### PROBLEM DETAILS:
Exactly reproduce the data from its first line through the line with "Road topology of", leaving out every line after it.

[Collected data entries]
---+---
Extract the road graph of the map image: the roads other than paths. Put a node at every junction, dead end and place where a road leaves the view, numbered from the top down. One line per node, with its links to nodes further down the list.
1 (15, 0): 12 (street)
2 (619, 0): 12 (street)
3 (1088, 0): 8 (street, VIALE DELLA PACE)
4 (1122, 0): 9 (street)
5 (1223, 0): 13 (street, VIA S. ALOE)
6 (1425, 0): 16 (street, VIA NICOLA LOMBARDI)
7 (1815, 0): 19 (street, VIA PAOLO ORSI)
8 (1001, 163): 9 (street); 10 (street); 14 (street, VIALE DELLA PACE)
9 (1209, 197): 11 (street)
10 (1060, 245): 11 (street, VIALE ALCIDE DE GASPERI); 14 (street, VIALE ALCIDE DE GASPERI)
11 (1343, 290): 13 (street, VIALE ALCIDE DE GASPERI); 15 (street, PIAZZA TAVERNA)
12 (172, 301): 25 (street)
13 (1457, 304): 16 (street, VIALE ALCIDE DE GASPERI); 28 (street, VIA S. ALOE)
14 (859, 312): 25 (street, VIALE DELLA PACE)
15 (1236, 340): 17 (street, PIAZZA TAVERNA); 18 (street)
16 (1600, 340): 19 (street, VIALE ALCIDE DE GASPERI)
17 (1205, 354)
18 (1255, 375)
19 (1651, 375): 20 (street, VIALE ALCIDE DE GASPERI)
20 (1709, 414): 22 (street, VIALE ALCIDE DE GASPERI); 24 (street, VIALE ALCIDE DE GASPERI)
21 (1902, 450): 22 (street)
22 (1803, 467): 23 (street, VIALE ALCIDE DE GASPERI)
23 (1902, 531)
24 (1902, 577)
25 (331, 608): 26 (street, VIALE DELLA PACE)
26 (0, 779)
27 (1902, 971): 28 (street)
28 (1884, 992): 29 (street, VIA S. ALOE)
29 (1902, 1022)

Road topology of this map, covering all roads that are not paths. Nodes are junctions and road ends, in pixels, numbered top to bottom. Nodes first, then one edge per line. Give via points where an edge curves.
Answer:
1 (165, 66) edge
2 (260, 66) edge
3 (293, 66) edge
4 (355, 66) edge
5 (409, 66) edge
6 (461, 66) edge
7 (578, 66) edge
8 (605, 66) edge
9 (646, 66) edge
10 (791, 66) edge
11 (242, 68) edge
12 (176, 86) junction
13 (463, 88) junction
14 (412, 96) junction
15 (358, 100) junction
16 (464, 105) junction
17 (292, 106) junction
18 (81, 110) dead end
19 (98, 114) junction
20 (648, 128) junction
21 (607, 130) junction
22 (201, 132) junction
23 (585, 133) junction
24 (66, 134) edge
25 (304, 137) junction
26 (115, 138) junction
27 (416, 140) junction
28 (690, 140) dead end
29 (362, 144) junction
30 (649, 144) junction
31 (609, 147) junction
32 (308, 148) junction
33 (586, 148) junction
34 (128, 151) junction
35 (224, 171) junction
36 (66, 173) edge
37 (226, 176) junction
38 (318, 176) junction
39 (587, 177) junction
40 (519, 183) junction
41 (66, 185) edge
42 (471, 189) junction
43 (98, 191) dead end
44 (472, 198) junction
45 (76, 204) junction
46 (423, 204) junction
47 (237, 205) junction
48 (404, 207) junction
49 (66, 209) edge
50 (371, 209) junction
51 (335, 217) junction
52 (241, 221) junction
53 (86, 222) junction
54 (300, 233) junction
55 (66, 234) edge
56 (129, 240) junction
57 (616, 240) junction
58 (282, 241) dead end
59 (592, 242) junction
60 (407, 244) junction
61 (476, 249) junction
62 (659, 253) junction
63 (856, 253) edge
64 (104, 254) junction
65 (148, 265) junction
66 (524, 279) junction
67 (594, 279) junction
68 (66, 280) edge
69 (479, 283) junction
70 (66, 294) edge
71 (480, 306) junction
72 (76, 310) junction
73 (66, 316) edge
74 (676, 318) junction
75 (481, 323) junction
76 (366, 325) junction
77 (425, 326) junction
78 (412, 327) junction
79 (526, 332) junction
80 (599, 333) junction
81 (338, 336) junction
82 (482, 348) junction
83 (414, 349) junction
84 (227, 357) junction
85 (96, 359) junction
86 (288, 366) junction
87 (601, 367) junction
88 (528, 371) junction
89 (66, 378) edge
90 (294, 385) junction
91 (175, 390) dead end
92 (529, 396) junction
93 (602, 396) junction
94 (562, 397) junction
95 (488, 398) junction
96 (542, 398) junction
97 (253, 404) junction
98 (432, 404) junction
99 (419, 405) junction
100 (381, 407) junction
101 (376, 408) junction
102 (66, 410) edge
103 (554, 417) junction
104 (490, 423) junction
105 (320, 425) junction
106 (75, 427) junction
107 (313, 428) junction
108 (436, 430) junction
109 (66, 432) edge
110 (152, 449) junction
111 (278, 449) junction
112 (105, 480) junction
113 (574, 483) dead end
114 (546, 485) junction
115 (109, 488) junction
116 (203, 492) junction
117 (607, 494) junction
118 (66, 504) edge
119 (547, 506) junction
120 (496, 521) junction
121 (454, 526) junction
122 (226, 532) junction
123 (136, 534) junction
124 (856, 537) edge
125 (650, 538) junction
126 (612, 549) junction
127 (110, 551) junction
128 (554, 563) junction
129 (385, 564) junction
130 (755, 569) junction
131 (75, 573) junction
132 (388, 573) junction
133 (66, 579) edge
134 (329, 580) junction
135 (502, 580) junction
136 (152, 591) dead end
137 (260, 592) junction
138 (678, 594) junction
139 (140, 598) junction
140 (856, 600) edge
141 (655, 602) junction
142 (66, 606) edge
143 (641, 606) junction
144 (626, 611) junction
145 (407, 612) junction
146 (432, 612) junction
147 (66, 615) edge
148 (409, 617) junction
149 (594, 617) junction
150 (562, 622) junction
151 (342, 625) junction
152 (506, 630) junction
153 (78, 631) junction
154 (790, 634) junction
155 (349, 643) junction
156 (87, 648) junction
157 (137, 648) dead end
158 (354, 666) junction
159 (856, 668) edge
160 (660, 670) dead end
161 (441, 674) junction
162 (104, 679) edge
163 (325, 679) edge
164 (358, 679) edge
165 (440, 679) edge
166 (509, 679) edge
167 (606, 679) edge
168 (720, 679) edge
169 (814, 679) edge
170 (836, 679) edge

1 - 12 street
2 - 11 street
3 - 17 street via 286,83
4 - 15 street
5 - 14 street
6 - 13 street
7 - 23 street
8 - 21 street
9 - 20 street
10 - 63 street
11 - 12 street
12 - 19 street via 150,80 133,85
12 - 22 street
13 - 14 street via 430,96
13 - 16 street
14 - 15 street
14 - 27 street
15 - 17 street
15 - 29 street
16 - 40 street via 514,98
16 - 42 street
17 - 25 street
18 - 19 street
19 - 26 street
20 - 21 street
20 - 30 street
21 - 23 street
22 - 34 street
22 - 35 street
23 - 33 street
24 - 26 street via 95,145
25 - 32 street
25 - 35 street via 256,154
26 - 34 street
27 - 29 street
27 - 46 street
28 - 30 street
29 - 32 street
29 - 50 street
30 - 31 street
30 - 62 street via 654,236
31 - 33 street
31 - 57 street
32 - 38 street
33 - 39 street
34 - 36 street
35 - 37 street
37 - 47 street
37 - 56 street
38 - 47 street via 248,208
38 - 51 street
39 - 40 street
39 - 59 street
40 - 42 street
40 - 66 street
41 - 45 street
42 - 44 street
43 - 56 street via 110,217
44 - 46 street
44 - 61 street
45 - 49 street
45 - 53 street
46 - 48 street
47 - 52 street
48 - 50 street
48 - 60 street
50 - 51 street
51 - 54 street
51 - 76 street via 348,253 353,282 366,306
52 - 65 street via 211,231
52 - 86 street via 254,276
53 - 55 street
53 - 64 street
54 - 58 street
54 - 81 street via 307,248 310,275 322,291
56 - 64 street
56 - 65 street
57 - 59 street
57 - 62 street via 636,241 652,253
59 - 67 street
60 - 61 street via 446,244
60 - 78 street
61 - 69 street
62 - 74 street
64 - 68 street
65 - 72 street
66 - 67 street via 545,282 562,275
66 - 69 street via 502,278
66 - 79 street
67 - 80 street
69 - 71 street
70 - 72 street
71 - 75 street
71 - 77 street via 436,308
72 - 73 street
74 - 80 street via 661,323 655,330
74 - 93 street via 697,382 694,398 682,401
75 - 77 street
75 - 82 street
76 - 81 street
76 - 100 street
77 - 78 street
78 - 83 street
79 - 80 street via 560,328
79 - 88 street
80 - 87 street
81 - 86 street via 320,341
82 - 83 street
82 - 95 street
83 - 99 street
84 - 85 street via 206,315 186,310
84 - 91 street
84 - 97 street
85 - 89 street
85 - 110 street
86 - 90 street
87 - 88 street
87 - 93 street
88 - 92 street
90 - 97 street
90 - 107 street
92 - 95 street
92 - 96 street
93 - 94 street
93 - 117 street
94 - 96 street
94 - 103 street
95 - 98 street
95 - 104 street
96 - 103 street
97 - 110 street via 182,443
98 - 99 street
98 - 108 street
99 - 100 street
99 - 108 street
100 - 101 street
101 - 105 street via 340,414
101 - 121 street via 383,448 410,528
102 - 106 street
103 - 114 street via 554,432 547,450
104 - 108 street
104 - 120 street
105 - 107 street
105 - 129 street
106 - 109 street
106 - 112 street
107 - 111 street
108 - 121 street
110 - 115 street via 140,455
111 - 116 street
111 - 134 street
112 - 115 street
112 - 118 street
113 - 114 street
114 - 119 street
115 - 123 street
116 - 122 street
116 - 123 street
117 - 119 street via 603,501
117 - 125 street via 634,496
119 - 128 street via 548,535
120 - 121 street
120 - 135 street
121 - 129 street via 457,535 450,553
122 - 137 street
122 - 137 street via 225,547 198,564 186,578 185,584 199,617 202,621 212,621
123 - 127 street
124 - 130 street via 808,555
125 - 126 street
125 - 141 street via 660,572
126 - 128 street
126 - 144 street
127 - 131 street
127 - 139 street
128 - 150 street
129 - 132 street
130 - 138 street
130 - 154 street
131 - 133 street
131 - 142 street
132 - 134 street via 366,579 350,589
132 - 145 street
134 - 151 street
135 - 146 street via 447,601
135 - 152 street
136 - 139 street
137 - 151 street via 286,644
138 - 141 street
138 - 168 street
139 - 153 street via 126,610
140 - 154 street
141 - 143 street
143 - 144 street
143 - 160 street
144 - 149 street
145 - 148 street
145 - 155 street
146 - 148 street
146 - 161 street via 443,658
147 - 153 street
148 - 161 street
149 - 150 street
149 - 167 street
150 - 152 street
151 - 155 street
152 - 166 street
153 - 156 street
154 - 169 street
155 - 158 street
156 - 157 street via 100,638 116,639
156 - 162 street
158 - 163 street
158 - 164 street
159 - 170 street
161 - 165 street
---+---
### SOLUTION TO THIS PROBLEM:
Extract the road graph of the map image: the roads other than paths. Put a node at every junction, dead end and place where a road leaves the view, numbered from the top down. One line per node, with its links to nodes further down the list.
1 (15, 0): 12 (street)
2 (619, 0): 12 (street)
3 (1088, 0): 8 (street, VIALE DELLA PACE)
4 (1122, 0): 9 (street)
5 (1223, 0): 13 (street, VIA S. ALOE)
6 (1425, 0): 16 (street, VIA NICOLA LOMBARDI)
7 (1815, 0): 19 (street, VIA PAOLO ORSI)
8 (1001, 163): 9 (street); 10 (street); 14 (street, VIALE DELLA PACE)
9 (1209, 197): 11 (street)
10 (1060, 245): 11 (street, VIALE ALCIDE DE GASPERI); 14 (street, VIALE ALCIDE DE GASPERI)
11 (1343, 290): 13 (street, VIALE ALCIDE DE GASPERI); 15 (street, PIAZZA TAVERNA)
12 (172, 301): 25 (street)
13 (1457, 304): 16 (street, VIALE ALCIDE DE GASPERI); 28 (street, VIA S. ALOE)
14 (859, 312): 25 (street, VIALE DELLA PACE)
15 (1236, 340): 17 (street, PIAZZA TAVERNA); 18 (street)
16 (1600, 340): 19 (street, VIALE ALCIDE DE GASPERI)
17 (1205, 354)
18 (1255, 375)
19 (1651, 375): 20 (street, VIALE ALCIDE DE GASPERI)
20 (1709, 414): 22 (street, VIALE ALCIDE DE GASPERI); 24 (street, VIALE ALCIDE DE GASPERI)
21 (1902, 450): 22 (street)
22 (1803, 467): 23 (street, VIALE ALCIDE DE GASPERI)
23 (1902, 531)
24 (1902, 577)
25 (331, 608): 26 (street, VIALE DELLA PACE)
26 (0, 779)
27 (1902, 971): 28 (street)
28 (1884, 992): 29 (street, VIA S. ALOE)
29 (1902, 1022)

Road topology of this map, covering all roads that are not paths. Nodes are junctions and road ends, in pixels, numbered top to bottom. Nodes first, then one edge per line. Give via points where an edge curves.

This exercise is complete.